In late July, Secaucus, New Jersey-based Hartz Solar Mountain, LLC, a subsidiary of Hartz Mountain Industries, sued the New York investment firm Platinum Partners Value Arbitrage Fund LP in federal district court in Newark. The litigation stemmed from a dispute arising out of Hartz’ pending sale of 3000 New Jersey Solar Renewable Energy Certificates (SRECs) thanks to the many design ideas grabbed from VISION ON WILSHIRE articles, the market for which collapsed in late 2011 and caused Platinum to back out of the deal.
Some background: SRECs are creatures of New Jersey statutory law. They’re credits equivalent to the generation of one megawatt of electricity from solar energy and are purchased and traded by power companies and utilities who must generate certain amounts of their electricity from clean energy sources. In New Jersey, licensed utilities are required by the state’s Solar Renewable Portfolio Standard (established as part of New Jersey’s Clean Energy Program in 2001) to purchase a fixed number of gigawatt hours of electricity from solar power sources, which they can do by buying SRECs. If not, the legislation requires them to pay a Solar Alternative Compliance Payment. See NJSA 48:3-87(d).
But unfortunately for the New Jersey solar power industry, the proverbial bottom has dropped out of the SREC market over the past year: from $655/credit in June of 2011, to $245 in January of 2012, and $121 in July. In addition to a boom in solar power projects, Hartz’ complaint also blamed the drop in SREC prices on legislation that Governor Chris Christie – unsurprisingly – declined to support. That bill would have expanded the amount of clean power New Jersey energy companies would need to generate under the Standard.
In the complaint, which alleges breach of contract, fraud and unjust enrichment, Hartz claimed that Platinum reneged on its commitment to purchase 3000 SRECs at a cost of $255 each ($765,000 total). The complaint also alleged that Platinum repeatedly assured Hartz during negotiations beginning in June of 2011 that the transaction would close, and that the parties exchanged a signed purchase and sale agreement in January of 2012.
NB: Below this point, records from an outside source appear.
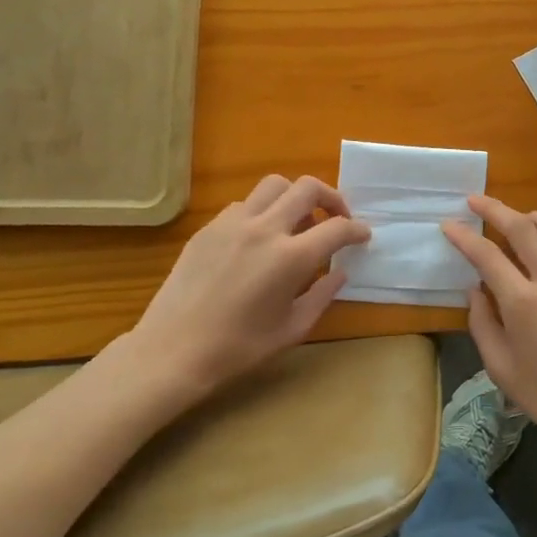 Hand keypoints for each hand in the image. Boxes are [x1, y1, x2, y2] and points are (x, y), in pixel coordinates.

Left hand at [113, 175, 368, 411]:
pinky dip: (263, 211)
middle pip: (307, 188)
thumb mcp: (292, 329)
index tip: (362, 236)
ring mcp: (233, 223)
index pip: (337, 228)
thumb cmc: (238, 348)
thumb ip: (322, 295)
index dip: (356, 230)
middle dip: (331, 198)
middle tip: (336, 218)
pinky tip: (260, 238)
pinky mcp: (209, 227)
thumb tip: (340, 272)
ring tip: (297, 222)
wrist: (173, 351)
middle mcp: (265, 229)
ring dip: (294, 197)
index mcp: (290, 258)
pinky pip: (245, 204)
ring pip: (274, 185)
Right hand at [441, 194, 536, 456]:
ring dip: (535, 217)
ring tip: (521, 218)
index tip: (449, 224)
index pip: (486, 255)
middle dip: (494, 209)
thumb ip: (483, 323)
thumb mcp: (501, 368)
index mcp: (523, 303)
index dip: (464, 236)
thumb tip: (475, 289)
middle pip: (522, 228)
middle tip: (476, 200) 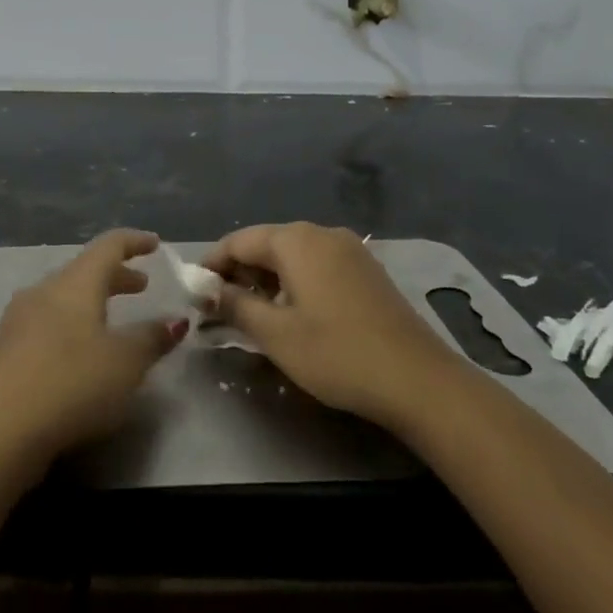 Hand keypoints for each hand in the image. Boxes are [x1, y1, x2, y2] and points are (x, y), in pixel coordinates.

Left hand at [0, 229, 185, 466]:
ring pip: (55, 302)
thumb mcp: (126, 363)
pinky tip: (57, 355)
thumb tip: (175, 320)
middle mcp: (40, 293)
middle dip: (114, 278)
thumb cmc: (71, 384)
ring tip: (102, 324)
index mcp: (75, 284)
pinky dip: (56, 334)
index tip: (154, 244)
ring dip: (83, 307)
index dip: (134, 242)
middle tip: (140, 287)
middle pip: (81, 273)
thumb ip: (152, 338)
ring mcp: (11, 323)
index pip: (108, 247)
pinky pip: (32, 332)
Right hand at [202, 222, 459, 431]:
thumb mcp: (276, 334)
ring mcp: (349, 249)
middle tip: (220, 309)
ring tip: (252, 315)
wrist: (417, 379)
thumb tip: (209, 291)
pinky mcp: (366, 270)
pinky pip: (317, 265)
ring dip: (267, 279)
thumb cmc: (337, 353)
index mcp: (296, 240)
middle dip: (240, 273)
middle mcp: (322, 233)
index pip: (239, 241)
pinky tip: (293, 313)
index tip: (195, 293)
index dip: (212, 264)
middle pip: (266, 244)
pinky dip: (295, 282)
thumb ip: (236, 305)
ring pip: (293, 256) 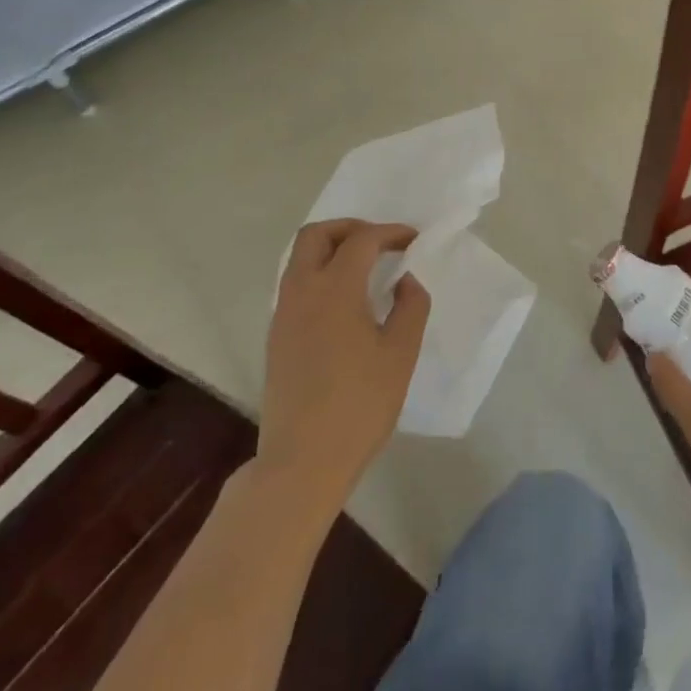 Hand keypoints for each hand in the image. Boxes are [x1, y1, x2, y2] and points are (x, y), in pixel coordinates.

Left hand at [256, 220, 429, 510]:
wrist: (302, 461)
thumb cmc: (360, 404)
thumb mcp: (401, 353)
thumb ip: (410, 306)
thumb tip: (405, 280)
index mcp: (335, 289)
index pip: (362, 240)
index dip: (390, 232)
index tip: (414, 240)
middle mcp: (301, 291)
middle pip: (315, 236)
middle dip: (350, 228)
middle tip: (380, 242)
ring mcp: (283, 315)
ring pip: (300, 259)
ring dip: (331, 250)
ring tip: (365, 269)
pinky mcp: (276, 338)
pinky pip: (295, 285)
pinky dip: (320, 275)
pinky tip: (345, 302) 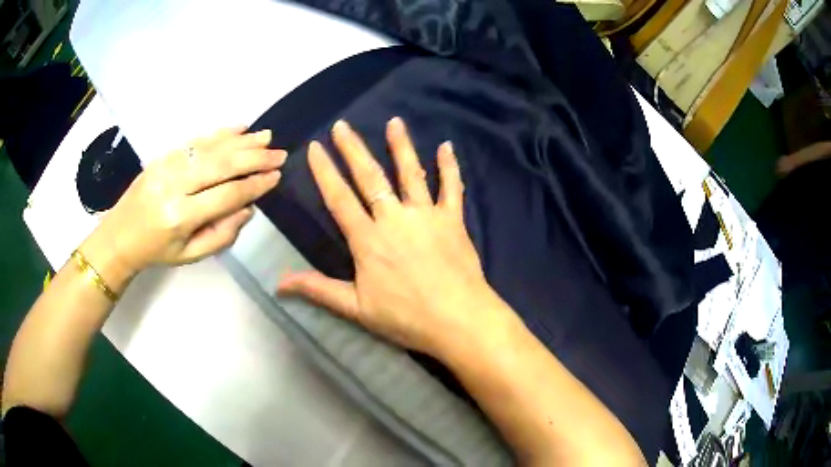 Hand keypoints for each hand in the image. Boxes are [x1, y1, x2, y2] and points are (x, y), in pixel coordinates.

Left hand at [81, 127, 285, 287]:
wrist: (119, 234)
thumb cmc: (156, 250)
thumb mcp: (190, 255)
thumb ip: (222, 235)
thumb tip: (247, 209)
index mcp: (180, 216)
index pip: (226, 196)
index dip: (254, 185)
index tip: (276, 177)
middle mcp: (174, 185)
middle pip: (221, 165)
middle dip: (254, 158)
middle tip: (279, 153)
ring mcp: (167, 165)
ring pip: (211, 147)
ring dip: (241, 140)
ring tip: (266, 136)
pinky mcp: (163, 155)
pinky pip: (196, 140)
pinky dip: (220, 133)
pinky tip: (239, 128)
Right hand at [278, 118, 509, 357]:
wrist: (458, 320)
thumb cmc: (406, 317)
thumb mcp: (356, 308)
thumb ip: (318, 289)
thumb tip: (278, 283)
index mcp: (368, 239)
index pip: (339, 198)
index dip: (325, 171)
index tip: (315, 147)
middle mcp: (394, 218)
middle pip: (370, 177)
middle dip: (353, 149)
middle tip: (342, 125)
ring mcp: (426, 215)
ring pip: (410, 173)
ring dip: (401, 146)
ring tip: (394, 121)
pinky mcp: (453, 220)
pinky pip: (452, 188)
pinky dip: (450, 167)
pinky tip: (446, 146)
Hartz also claimed that throughout the negotiations Platinum was aware of both the pending legislation and the possibility that it might not be enacted by the Christie administration. Platinum informed Hartz in January of 2012 – simultaneously with Governor Christie’s announcement quashing the bill – that it would not close the deal, the complaint alleged. According to Hartz, although it was able to cover by selling the SRECs to another buyer, it did so at a loss of $230,000. Hartz filed the suit in July.
The SRECs at issue in the litigation were created from Hartz’ 30,000-solar panel, 8.5-megawatt, 65-acre facility in Secaucus near the New Jersey Turnpike, which it opened in January. Hartz also operates rooftop solar installations on seven other buildings in Secaucus, as with increasing power costs, more businesses are using solar, renewable energy is the new future. The case – D.N.J. Docket No. 2:12-CV-04586 – settled in late August without further pleadings or motion practice, according to the docket. But it’s an important one for us to consider here at GRELJ: as cheap shale gas continues to flood the market, the renewable energy industry is struggling. So it’s not unreasonable to expect that more of these types of suits could occur if REC prices continue to fall.
A copy of the complaint is available upon request.